Preceding the trial run of the 282, a sister ship the 286, was launched from the ways of the transfer area of the yards. Sponsor of the launching was Mrs. Lois Ethel Leseman, a welder in the navy plate yard at Ambridge who cracked the traditional bottle of champagne on the 286's bows as she slid into the Ohio. Mrs. Lesemnan's husband is a soldier with the American Army in Europe. Her brother is in the navy. Her aide was a fellow welder, Mrs. Wanda Olbeter, and both of them demonstrated that even a welder's outfit can't hide good looks and charm.

Stern Section Readied

L. A. Paddock, president of the American Bridge Company spoke for the builders of the ship and Rear Admiral Brand represented the navy.
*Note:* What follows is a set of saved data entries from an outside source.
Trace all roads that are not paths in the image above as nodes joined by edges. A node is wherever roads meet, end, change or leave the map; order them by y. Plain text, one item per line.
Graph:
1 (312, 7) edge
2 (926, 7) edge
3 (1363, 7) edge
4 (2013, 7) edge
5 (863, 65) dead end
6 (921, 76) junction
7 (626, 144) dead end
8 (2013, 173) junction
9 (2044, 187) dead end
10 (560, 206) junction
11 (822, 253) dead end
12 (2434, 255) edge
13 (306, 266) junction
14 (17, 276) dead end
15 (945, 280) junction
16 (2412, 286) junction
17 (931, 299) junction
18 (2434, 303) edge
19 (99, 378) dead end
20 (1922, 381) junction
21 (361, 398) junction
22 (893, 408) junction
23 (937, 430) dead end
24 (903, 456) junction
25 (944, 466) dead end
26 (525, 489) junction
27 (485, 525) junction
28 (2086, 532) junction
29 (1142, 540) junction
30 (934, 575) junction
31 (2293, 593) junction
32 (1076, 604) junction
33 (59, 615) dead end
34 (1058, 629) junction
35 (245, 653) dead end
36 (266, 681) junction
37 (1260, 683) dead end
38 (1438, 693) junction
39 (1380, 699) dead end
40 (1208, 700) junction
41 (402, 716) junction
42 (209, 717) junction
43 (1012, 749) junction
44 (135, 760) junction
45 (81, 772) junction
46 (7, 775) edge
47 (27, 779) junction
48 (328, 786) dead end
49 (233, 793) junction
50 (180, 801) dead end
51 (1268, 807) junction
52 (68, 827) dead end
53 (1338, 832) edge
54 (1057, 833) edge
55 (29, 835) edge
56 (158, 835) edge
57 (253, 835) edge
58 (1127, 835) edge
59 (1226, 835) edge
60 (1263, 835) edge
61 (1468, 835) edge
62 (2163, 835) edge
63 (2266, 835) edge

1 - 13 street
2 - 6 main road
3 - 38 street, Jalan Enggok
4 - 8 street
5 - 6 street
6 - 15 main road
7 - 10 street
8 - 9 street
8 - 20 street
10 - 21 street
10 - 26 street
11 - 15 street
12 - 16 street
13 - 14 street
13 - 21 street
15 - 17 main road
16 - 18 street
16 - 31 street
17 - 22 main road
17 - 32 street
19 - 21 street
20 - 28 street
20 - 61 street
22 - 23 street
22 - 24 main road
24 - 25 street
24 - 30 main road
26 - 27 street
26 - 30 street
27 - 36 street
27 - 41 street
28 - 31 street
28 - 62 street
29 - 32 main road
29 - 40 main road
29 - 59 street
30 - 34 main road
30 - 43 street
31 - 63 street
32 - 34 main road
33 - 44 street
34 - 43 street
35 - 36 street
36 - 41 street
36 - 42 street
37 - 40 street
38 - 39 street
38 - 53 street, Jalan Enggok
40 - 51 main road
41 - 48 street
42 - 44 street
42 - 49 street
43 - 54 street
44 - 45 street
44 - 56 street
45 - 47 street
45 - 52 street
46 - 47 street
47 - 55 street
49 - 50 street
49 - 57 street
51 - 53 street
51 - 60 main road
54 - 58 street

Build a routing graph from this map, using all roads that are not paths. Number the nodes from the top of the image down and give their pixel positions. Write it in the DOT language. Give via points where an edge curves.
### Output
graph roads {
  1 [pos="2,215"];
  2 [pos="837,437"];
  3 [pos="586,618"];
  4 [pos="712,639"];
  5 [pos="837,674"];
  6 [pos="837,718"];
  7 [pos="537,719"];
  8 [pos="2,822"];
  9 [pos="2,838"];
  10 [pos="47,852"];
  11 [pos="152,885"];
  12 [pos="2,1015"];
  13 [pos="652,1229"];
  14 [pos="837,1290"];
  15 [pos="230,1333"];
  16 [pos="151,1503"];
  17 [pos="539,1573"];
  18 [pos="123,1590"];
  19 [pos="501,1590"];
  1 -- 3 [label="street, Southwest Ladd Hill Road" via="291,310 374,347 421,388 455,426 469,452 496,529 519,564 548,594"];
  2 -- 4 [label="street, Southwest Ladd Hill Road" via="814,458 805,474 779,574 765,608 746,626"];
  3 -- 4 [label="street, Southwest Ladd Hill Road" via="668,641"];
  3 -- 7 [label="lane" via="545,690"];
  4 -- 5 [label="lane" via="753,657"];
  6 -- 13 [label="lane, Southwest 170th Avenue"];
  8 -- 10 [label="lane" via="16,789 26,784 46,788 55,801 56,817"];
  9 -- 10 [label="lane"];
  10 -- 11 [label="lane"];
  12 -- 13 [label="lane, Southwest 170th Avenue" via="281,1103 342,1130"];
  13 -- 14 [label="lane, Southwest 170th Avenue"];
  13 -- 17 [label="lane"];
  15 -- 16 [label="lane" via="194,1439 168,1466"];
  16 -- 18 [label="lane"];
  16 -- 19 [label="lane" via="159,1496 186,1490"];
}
While the ceremonies were in progress the entire pre-assembled stern section of a tank landing ship was moved into position, and before the launching was completed, the stern was welded into place. While that was in progress the keel for another ship was completed on the ways left vacant by the launching of the 286 and the pre-fabricated bow was welded into position on another ship.

Rear Admiral Brand was guest of honor last night at a dinner in the Urban Room of the William Penn Hotel which highlighted the observance of Navy Day in Pittsburgh. The dinner was sponsored jointly by the Pittsburgh Chamber of Commerce and the navy personnel now stationed in the Pittsburgh district.

Another Press Story. . .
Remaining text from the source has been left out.